WORK REQUEST - Below are some records. Copy every line in them that holds "addColorStop".

DATASET EXTRACT -
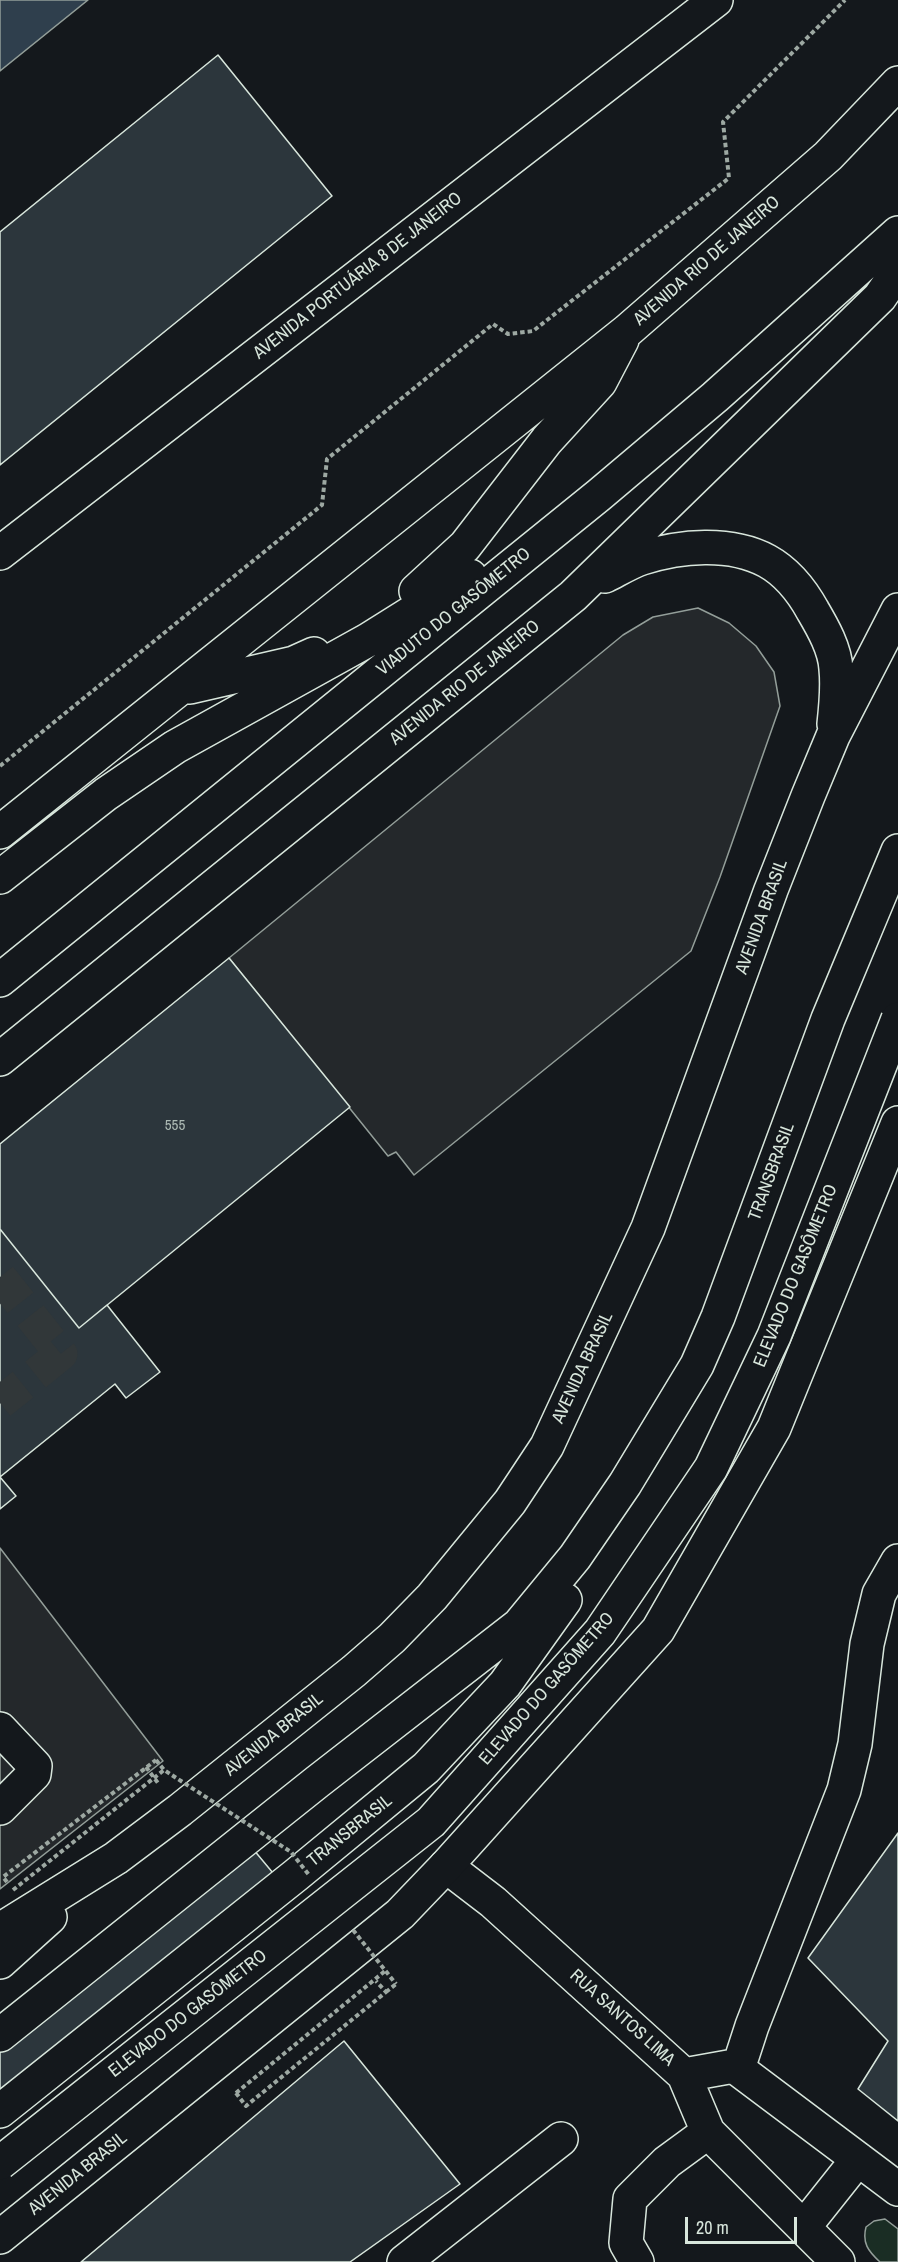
<!DOCTYPE html>
<html>
<head>
<meta charset="utf-8">
<style>
  body { margin:0 }
  #map { position:relative; width:898px; height:2262px; overflow:hidden; background:#14181c; font-family:"Archivo Narrow",sans-serif }
  canvas { display:block }
  .scale { position:absolute; left:685px; top:2217px; width:112px; height:27px; box-sizing:border-box; border:3px solid #d8e6dc; border-top:0; padding-left:8px; font-size:18px; line-height:21px; white-space:nowrap; color:#d8e6dc; -webkit-text-stroke:4px #14181c; paint-order:stroke }
</style>
</head>
<body>
<div id="map">
<canvas width="898" height="2262"></canvas>
<div class="scale">20 m</div>
</div>
<script>
const c = document.querySelector('canvas').getContext('2d');
c.lineJoin = 'round';
function paint(path, color) {
  c.fillStyle = color;
  c.fill(path, 'evenodd');
}
function strokePath(path, color, width, dash) {
  c.strokeStyle = color;
  c.lineWidth = width;
  c.lineCap = dash ? 'butt' : 'round';
  c.setLineDash(dash || []);
  c.stroke(path);
}
function drawText(font, color, halo, rows, align = 'center') {
  c.font = font + ' "Archivo Narrow",sans-serif';
  c.lineWidth = 4.5;
  c.setLineDash([]);
  c.textBaseline = 'middle';
  c.strokeStyle = halo;
  c.fillStyle = color;
  for (const [text, x, y, turn = 0] of rows) {
    c.save();
    c.translate(x, y);
    c.rotate((+turn || 0) * Math.PI / 180);
    c.textAlign = isNaN(turn) ? turn : align;
    if (halo) c.strokeText(text, 0, 0);
    c.fillText(text, 0, 0);
    c.restore();
  }
}
const green = new Path2D(`
  M885,2219L898,2229V2262H880C868,2251 862,2243 866,2227L874,2221Z`);
const parking = new Path2D(`
  M698,608L729,623L756,646L774,672L780,706L720,877L691,951L414,1175L396,1152L388,1156L229,958L623,635L653,617Z
  M0,1548L163,1761L0,1889Z`);
const water = new Path2D(`
  M0,0H88L0,71Z`);
const building = new Path2D(`
  M218,55L332,196L0,465V232Z
  M229,958L350,1107L79,1328L0,1229V1144Z
  M0,1229L79,1328L107,1305L160,1372L126,1398L115,1384L0,1477Z
  M0,1477L16,1496L0,1509Z
  M898,1833V2121L858,2089L888,2041L808,1958Z
  M253,1849L278,1879L0,2101V2051Z
  M344,2041L460,2184L350,2262H81Z`);
const minorTunnel = new Path2D(`
  M0,1277L61,1354L0,1403`);
const path = new Path2D(`
  M0,766L322,505L327,459L493,324L508,334L533,331L729,178L723,122L845,0
  M146,1767L158,1783
  M7,1882L3,1877L156,1760
  M386,1992L396,1984
  M236,2093L246,2106L386,1992L376,1981`);
const minor = new Path2D(`
  M0,553L716,0
  M0,1729L35,1766L34,1774L0,1808
  M446,1866L493,1902L684,2075L708,2132L838,2262
  M0,2035L317,1782L519,1625L575,1557L625,1484L697,1365L718,1317L828,1019L898,851
  M738,2069L752,2026L844,1790L855,1744L867,1644L879,1594L898,1561
  M684,2075L734,2066L898,2189
  M0,2111L296,1875L426,1768L505,1684L565,1600
  M804,2227L858,2159
  M404,2262L561,2139
  M637,2262L626,2243L630,2199L667,2162L708,2132`);
const major = new Path2D(`
  M0,2237L400,1914L446,1866L658,1630L774,1428L898,1123`);
const highway = new Path2D(`
  M605,576C617,570 630,562 642,558C680,546 730,541 767,561C787,572 802,591 813,611C823,628 835,649 836,669C838,688 836,706 834,724
  M416,591L465,546L547,440L600,382L622,340
  M190,687L294,663L314,654
  M0,832L627,331L828,156L898,83
  M0,877L106,794L175,747L368,640L470,576
  M0,980L599,495L715,397L898,233
  M0,1059L573,596L880,297L898,271
  M0,1930L116,1858L180,1810L354,1671L392,1638L432,1597L510,1502L547,1446L648,1228L771,890L808,796L833,736L898,610
  M0,1962L50,1917`);
const pathBridge = new Path2D(`
  M156,1760L164,1770L291,1852L309,1875
  M13,1890L164,1770
  M353,1930L396,1984
  M236,2093L385,1971`);
const highwayBridge = new Path2D(`
  M0,2163L431,1822L600,1632L711,1468L774,1336L898,1019`);
const numberNames = [
  ["555",175,1126]
];
const streetNames = [
  ["AVENIDA RIO DE JANEIRO",707,261,-41],
  ["AVENIDA PORTUÁRIA 8 DE JANEIRO",358,276,-38],
  ["VIADUTO DO GASÔMETRO",454,612,-39],
  ["AVENIDA RIO DE JANEIRO",465,683,-39],
  ["AVENIDA BRASIL",762,917,-70],
  ["TRANSBRASIL",772,1172,-70],
  ["ELEVADO DO GASÔMETRO",796,1276,-68],
  ["AVENIDA BRASIL",583,1368,-65],
  ["ELEVADO DO GASÔMETRO",547,1689,-49],
  ["AVENIDA BRASIL",274,1735,-39],
  ["TRANSBRASIL",350,1831,-39],
  ["ELEVADO DO GASÔMETRO",188,2014,-38],
  ["RUA SANTOS LIMA",622,2018,42],
  ["AVENIDA BRASIL",78,2174,-39]
];
paint(green, '#1a2d24');
strokePath(green, '#939e99', 1.5);
paint(parking, '#24282b');
strokePath(parking, '#939e99', 1.5);
paint(water, '#2f3f4d');
strokePath(water, '#939e99', 1.5);
paint(building, '#2c363c');
strokePath(building, '#d8e6dc', 1.5);
strokePath(minorTunnel, '#313739', 33, [33, 16]);
strokePath(minor, '#d8e6dc', 36);
strokePath(major, '#d8e6dc', 36);
strokePath(highway, '#d8e6dc', 36);
strokePath(path, '#9da8a2', 4, [4.5, 3]);
strokePath(minor, '#14181c', 33);
strokePath(major, '#14181c', 33);
strokePath(highway, '#14181c', 33);
strokePath(highwayBridge, '#d8e6dc', 36, []);
strokePath(pathBridge, '#9da8a2', 4, [4.5, 3]);
strokePath(highwayBridge, '#14181c', 33);
drawText('15px', '#adbab4', null, numberNames);
drawText('18px', '#d8e6dc', '#14181c', streetNames);
</script>
</body>
</html>
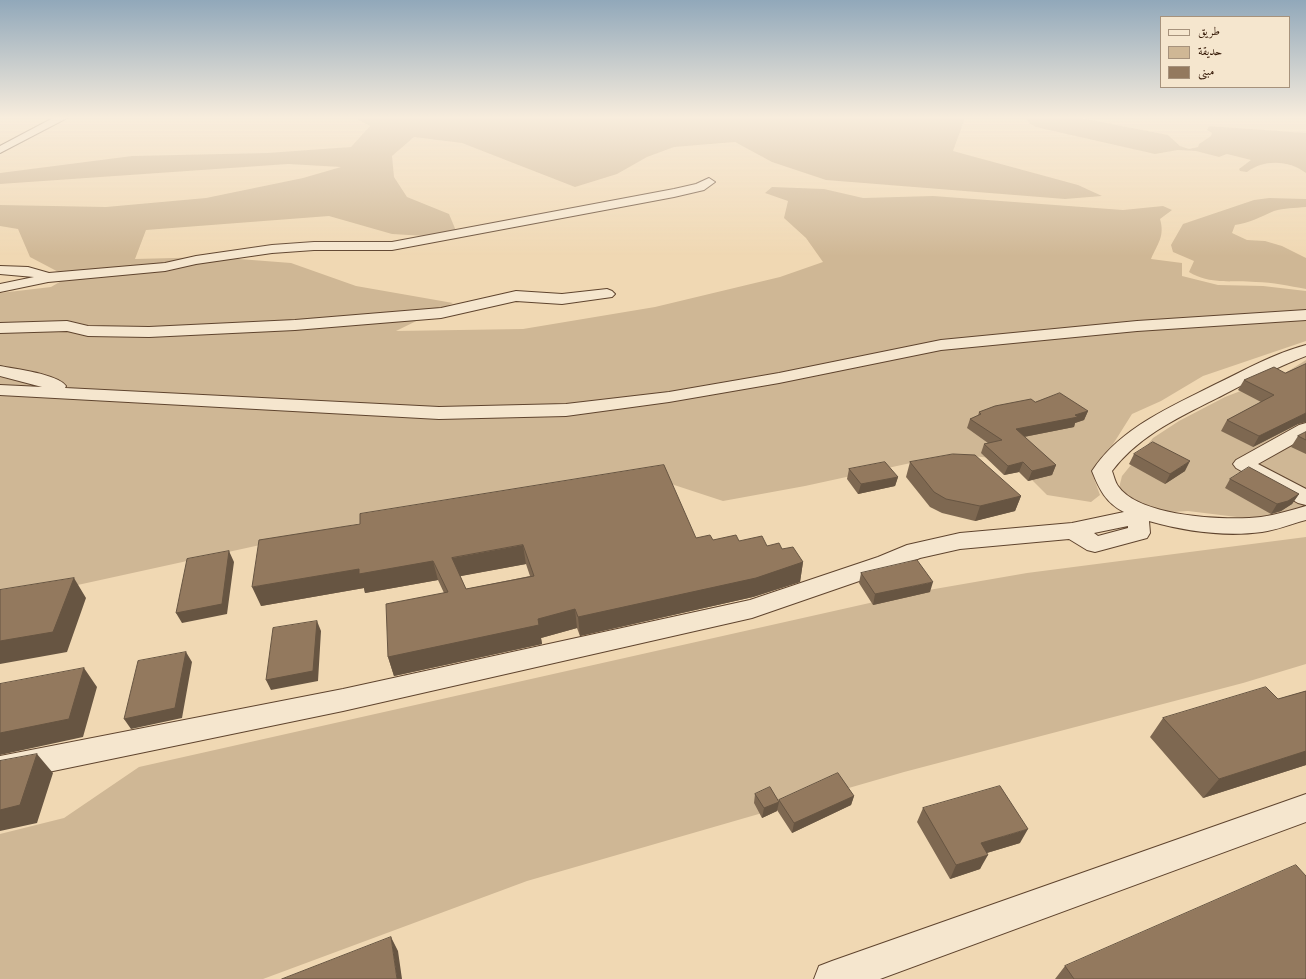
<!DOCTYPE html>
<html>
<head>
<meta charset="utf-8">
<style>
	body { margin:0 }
	#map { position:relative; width:1306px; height:979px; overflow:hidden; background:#f0d8b3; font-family:"Libre Caslon Text",Amiri,serif }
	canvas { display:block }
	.legend { position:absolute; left:1160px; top:16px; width:130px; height:72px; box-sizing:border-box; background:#f5e6ce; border:1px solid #a6927c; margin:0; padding:5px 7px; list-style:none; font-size:12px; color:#2f1301 }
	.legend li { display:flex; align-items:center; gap:8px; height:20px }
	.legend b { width:20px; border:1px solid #a6927c }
</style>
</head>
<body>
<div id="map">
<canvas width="1306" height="979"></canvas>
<ul class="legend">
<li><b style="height:5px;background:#f5e6ce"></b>طريق</li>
<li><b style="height:11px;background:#cfb795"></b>حديقة</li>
<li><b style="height:11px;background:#93795e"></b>مبنى</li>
</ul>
</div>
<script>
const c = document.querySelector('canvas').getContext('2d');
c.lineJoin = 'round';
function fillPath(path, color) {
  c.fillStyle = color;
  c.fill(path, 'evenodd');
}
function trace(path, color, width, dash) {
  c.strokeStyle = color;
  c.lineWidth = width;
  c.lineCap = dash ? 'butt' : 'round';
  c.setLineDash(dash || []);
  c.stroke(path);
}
const green = new Path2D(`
	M355 118H965L953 151 1078 185 1102 196 1065 199 826 180 772 162 735 142 674 147 647 157 617 174 575 187 462 143 414 137 392 156 394 177 407 197 449 214 459 238 392 234 329 216 146 230 135 259 213 257 291 263 356 286 453 303 396 331 523 329 655 307 780 277 823 262 806 238 784 218 788 201 765 193 772 187 824 189 863 198 933 196 1123 210 1163 206 1172 210 1160 219C1165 236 1158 243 1151 259L1182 263V276L1218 285 1263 286 1306 291V341L1203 376 1161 401 1132 414 1093 476 1100 495 1091 502 1047 495 1012 460 952 454 805 486 723 501 662 481 365 522 0 602V293L51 287 68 277 30 257 18 229 0 226V205L106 207 206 198 303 178 341 167 288 164 0 184V173L132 156 267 153 351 147 370 126Z
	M1026 118H1081L1168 135 1180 146 1189 149 1198 147 1199 144 1211 136 1212 133 1207 130 1209 126 1306 133V173C1289 160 1264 159 1247 172L1240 171 1239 169 1251 160 1227 154 1219 157 1196 151 1178 150 1155 154 1036 127 1030 124Z
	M1269 198 1306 199V207C1295 208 1284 208 1274 211 1260 217 1250 223 1235 225L1232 233 1247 240 1265 241 1282 246 1306 258V289C1289 286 1273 282 1256 282 1233 280 1210 285 1189 272L1194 261 1173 252 1171 245 1183 224 1254 200Z
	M1306 360V517L1253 519 1188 511 1157 513 1131 501 1119 488 1122 476 1153 438 1179 421 1225 397 1282 375Z
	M1306 537V664L1243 683 904 772 527 881 263 979H0V834L64 818 139 767 923 591 1027 573Z`);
const minor = new Path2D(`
	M53 118H67L0 153V146Z
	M709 178 715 182 704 190 674 197 392 250H314L272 253 196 264 165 271 48 282 0 292V284L34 277 0 274V266L28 267 49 273 165 263 196 256 272 245 314 242H392L674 189 696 184Z
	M607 289 612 291 615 294 612 297 562 304 516 301 441 318 295 330 149 337 88 336 67 331 0 333V323L67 321 88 326 149 327 295 320 441 308 516 291 562 294Z
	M1306 310V320L1137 331 941 350 779 383 669 402 566 416 439 419 0 395V385L42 387 0 376V366C15 369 58 374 66 386L65 388 439 407 566 404 669 392 779 373 941 340 1137 321Z
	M1306 345V356C1277 367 1250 381 1223 395 1182 416 1140 434 1112 471 1114 476 1115 482 1118 486 1139 517 1227 521 1261 517 1276 515 1291 510 1306 506V520C1291 524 1277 530 1262 532 1225 537 1184 531 1149 521L1150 533 1147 538 1095 552 1087 550 1069 539 960 549 920 558 894 569 752 618 343 711 0 782V756L343 689 750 600 878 557 907 545 960 533 1072 523 1124 512C1106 503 1099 489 1092 471 1121 427 1171 407 1216 384 1245 370 1275 353 1306 345ZM1128 526V528L1098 536 1094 533Z
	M1306 423V437L1258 464 1306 489V505L1298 503 1236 468 1233 464 1236 460 1299 425Z
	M1306 794V822L880 979H814L819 966 832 961Z`);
const wall = new Path2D(`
	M1306 364V422L1298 424 1253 447 1221 431 1227 420 1261 402 1238 390 1244 380 1285 373Z
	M1088 411 1084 420 1075 423 1074 427 1024 437 1056 465 1052 475 1028 481 1019 472 1004 475 981 453 984 444 988 443 967 428 970 419 978 416 979 412Z
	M1306 432V454L1291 447 1298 436Z
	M1134 454 1185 471 1165 484 1129 464Z
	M910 462 1021 496 1015 511 975 521 942 513 930 507 906 477Z
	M849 469 898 477 895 486 858 494 847 479Z
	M1230 479 1299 494 1292 504 1281 511 1271 514 1225 488Z
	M696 538 713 540 739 541 767 546 782 549 803 562 800 582 753 597 580 636 577 628 541 638 542 644 394 676 388 657 444 593 438 580 365 593 364 588 261 606 259 540ZM526 564 530 576 466 589 460 576Z
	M861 573 930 592 873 605 859 583Z
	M1306 691V765L1203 798 1150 737 1163 718 1278 699Z
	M755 794 779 801V800L854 796 851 805 792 833 777 810V811L762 818 754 803Z
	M923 808 1020 843 987 853 980 869 950 879 917 822Z
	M1065 966 1306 979H1055Z`);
const shadedWall = new Path2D(`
	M1088 411 1084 420 1075 423 1074 427 1013 439 1016 429 1075 415Z
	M1306 413V422L1298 424 1253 447 1259 436Z
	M1190 461 1185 471 1165 484 1170 474Z
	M1023 462 1019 472 1004 475 1008 466Z
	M1056 465 1052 475 1028 481 1032 471Z
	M898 477 895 486 858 494 861 484Z
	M1299 494 1292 504 1281 511 1271 514 1277 504Z
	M1021 496 1015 511 975 521 980 506Z
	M523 545 526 564 456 577 452 558Z
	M229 551 234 562 227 614 182 623 176 613Z
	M433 561 438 580 365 593 364 588 261 606 252 587 359 569Z
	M803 562 800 582 753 597 580 636 578 617Z
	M74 578 86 598 67 652 0 664V641Z
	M933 582 930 592 873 605 875 594Z
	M575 609 577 628 541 638 542 644 394 676 388 657Z
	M317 621 321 631 318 681 271 690 266 680Z
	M186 652 192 662 182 718 131 729 124 719Z
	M84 668 97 687 83 737 0 755V733Z
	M1306 751V765L1203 798 1219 779Z
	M37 754 53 773 37 823 0 831V810Z
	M854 796 851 805 792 833 794 823Z
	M779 802 777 811 762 818 764 808Z
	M1028 829 1020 843 973 857 981 843Z
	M988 855 980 869 950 879 956 865Z
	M391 937 398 951 402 979H397Z`);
const building = new Path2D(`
	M1306 364V413L1259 436 1227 420 1274 395 1244 380 1274 367 1285 373Z
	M1060 393 1088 411 1075 415 1078 417 1016 429 1056 465 1032 471 1023 462 1008 466 984 444 1002 440 970 419 981 414 979 412 995 406 1031 399 1035 402Z
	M1306 432V440L1298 436Z
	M1153 442 1190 461 1170 474 1134 454Z
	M953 454 975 455 1021 496 980 506 946 499 934 492 910 462Z
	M885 462 898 477 861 484 849 469Z
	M664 465 696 538 710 535 713 540 736 535 739 541 762 536 767 546 779 543 782 549 793 547 803 562 756 578 578 617 575 609 538 619 539 625 388 657 386 604 448 592 433 561 359 574V569L252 587 259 540 360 524V514ZM523 545 534 576 466 589 452 558Z
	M1249 467 1299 494 1288 501 1277 504 1230 479Z
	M229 551 222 604 176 613 187 559Z
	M917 560 933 582 875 594 861 573Z
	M74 578 53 632 0 641V590Z
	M317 621 313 671 266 680 273 628Z
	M186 652 175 708 124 719 138 661Z
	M84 668 69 719 0 733V684Z
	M1266 687 1278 699 1306 691V751L1219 779 1163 718Z
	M37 754 20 805 0 810V761Z
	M838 773 854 796 794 823 779 800Z
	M1000 786 1028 829 981 843 988 855 956 865 923 808Z
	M770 787 779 802 764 808 755 794Z
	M1296 865 1306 876V979H1074L1065 966Z
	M391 937 397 979H282Z`);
fillPath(green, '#cfb795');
trace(minor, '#5f442e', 2);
fillPath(minor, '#f5e6ce');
fillPath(wall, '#7e6851');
fillPath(shadedWall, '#675542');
fillPath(building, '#93795e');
trace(building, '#675542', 1);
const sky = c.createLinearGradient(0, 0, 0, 256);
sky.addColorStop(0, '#91a8ba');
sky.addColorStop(0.46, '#f8eddd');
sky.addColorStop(1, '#f8eddd00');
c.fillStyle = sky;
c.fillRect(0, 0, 1306, 256);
</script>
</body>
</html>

RESULT OF THIS EXERCISE -
sky.addColorStop(0, '#91a8ba');
sky.addColorStop(0.46, '#f8eddd');
sky.addColorStop(1, '#f8eddd00');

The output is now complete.